Hyundai punta sulla guida assistita
La strategia di Hyundai, fa sapere Reuters, si basa su un legame più stretto con Nvidia anche sul fronte dei sistemi ADAS. Secondo quanto dichiarato da un dirigente del gruppo, la collaborazione consentirà di introdurre nel 2028 funzionalità avanzate di assistenza alla guida, indicate come Livello 2+ e Livello 2++. Park Min-woo, presidente di Hyundai, ha sottolineato che la partnership con Nvidia non significa “delegare” completamente il proprio futuro, ma co-progettare la tecnologia e impiegare i dati generati dai sistemi per addestrare e rifinire la propria piattaforma software, denominata Atria. Park, ex dirigente Nvidia entrato in Hyundai a gennaio, appare come un promotore del rafforzamento del rapporto con il produttore di chip.
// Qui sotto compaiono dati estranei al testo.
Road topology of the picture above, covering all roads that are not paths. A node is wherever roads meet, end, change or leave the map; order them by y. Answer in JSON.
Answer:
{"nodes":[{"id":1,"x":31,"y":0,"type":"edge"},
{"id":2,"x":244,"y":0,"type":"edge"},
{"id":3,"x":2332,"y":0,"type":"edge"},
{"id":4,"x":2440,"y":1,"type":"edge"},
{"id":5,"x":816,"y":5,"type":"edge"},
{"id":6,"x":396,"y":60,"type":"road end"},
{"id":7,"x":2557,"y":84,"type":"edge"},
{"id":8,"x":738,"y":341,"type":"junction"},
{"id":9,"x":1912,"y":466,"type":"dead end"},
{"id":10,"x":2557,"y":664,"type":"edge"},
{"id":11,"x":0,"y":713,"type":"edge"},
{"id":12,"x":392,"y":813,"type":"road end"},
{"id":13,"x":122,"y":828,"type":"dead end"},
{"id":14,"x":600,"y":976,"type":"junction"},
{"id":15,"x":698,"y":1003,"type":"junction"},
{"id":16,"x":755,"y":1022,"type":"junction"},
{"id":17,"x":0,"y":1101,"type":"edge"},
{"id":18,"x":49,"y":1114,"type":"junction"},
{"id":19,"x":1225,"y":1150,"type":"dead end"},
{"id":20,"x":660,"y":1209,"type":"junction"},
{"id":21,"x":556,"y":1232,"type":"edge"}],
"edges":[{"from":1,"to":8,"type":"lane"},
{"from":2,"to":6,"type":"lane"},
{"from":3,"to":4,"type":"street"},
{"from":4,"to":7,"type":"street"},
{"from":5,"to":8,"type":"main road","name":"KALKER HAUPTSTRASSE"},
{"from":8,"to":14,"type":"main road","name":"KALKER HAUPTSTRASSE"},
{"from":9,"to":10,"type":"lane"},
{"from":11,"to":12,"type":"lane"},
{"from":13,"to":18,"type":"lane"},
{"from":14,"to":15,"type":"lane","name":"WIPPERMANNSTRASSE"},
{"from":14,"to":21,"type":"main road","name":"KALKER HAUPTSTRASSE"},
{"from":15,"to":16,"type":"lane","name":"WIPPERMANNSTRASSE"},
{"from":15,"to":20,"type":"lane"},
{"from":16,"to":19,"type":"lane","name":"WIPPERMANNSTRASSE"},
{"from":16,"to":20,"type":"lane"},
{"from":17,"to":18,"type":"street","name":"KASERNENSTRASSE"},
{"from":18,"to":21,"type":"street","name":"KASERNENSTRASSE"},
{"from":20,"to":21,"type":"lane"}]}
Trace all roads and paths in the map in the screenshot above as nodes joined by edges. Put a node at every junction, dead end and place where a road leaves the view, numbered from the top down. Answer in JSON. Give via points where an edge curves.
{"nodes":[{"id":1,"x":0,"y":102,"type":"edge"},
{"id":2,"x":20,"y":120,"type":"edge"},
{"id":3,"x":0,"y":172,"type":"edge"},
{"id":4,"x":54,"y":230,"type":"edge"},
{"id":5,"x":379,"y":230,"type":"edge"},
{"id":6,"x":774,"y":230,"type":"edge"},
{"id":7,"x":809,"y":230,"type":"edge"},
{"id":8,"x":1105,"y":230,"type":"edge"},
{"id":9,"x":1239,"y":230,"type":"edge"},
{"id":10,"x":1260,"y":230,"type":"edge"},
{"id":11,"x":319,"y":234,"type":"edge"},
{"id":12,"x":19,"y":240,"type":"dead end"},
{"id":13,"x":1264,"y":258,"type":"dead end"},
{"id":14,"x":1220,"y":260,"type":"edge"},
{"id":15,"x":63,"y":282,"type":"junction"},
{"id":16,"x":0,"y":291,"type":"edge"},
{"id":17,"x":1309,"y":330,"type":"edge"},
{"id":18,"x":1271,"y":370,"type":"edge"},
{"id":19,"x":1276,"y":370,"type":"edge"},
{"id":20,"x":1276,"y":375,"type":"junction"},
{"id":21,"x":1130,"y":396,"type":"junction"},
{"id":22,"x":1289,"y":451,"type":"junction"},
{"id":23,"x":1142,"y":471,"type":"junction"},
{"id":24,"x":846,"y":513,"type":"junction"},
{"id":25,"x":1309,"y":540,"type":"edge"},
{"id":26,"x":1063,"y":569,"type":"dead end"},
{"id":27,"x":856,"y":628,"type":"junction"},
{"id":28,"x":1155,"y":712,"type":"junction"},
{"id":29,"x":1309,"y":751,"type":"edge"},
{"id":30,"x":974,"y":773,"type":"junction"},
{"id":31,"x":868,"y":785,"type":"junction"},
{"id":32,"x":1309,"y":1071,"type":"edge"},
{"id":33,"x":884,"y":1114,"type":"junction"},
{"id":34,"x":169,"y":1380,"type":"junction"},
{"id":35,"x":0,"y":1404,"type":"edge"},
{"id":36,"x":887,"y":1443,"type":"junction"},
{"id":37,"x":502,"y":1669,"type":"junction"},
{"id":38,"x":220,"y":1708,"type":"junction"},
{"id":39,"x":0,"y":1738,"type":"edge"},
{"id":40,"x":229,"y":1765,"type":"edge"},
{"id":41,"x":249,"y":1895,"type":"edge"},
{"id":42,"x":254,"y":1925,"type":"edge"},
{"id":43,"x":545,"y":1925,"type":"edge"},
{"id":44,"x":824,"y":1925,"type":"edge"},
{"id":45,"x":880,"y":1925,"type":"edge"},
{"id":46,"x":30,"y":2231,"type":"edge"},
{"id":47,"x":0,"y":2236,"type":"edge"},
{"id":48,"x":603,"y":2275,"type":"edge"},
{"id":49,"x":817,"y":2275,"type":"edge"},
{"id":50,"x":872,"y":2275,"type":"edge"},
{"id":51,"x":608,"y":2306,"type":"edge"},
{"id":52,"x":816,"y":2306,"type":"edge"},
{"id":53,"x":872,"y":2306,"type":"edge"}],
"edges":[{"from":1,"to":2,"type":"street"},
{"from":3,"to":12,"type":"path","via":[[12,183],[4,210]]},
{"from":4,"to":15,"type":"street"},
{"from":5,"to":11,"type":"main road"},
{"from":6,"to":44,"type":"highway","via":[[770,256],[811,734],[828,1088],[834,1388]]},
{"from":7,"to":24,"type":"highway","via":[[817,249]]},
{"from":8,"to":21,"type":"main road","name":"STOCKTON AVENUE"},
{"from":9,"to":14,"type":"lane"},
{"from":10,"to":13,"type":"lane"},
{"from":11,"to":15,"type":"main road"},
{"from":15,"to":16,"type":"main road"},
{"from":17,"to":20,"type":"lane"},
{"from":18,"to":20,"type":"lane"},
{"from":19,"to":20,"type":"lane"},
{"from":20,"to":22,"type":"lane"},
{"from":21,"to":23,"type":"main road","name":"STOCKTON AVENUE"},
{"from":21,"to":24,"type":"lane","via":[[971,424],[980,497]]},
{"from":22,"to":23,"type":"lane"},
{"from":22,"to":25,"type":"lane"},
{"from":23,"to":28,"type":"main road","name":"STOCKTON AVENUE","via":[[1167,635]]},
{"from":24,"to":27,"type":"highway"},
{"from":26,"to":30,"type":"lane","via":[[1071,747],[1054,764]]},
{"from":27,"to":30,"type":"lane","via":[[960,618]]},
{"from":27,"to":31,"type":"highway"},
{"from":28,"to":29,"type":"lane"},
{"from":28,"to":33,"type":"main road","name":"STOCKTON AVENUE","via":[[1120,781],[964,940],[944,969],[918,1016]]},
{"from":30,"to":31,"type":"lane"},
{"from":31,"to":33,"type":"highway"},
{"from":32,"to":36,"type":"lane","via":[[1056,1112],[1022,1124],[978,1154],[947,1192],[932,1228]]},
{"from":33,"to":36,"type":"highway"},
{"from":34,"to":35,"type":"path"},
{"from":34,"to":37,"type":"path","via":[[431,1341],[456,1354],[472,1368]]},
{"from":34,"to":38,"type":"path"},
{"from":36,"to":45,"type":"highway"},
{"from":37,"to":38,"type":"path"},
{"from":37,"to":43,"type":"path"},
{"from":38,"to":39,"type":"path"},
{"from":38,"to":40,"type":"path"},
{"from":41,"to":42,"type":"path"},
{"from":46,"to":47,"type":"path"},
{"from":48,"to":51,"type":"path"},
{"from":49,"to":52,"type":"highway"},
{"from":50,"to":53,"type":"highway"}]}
Progetto con due anni di ritardo
Sul piano tecnico, i veicoli Hyundai basati sulla piattaforma Hyperion 10 di Nvidia partiranno senza costosi sensori lidar, puntando invece su un set di tecnologie più “classiche” come telecamere, sensori a ultrasuoni e radar. Tuttavia, il gruppo sta valutando l’impiego del lidar per i propri sistemi di guida autonoma di Livello 3, che permettono di guidare senza tenere le mani sul volante in specifiche condizioni. In quest’ottica, Park ha evidenziato l’importanza della ridondanza sensoriale per garantire la sicurezza in caso di guasti, pur senza indicare tempistiche per la commercializzazione del Livello 3.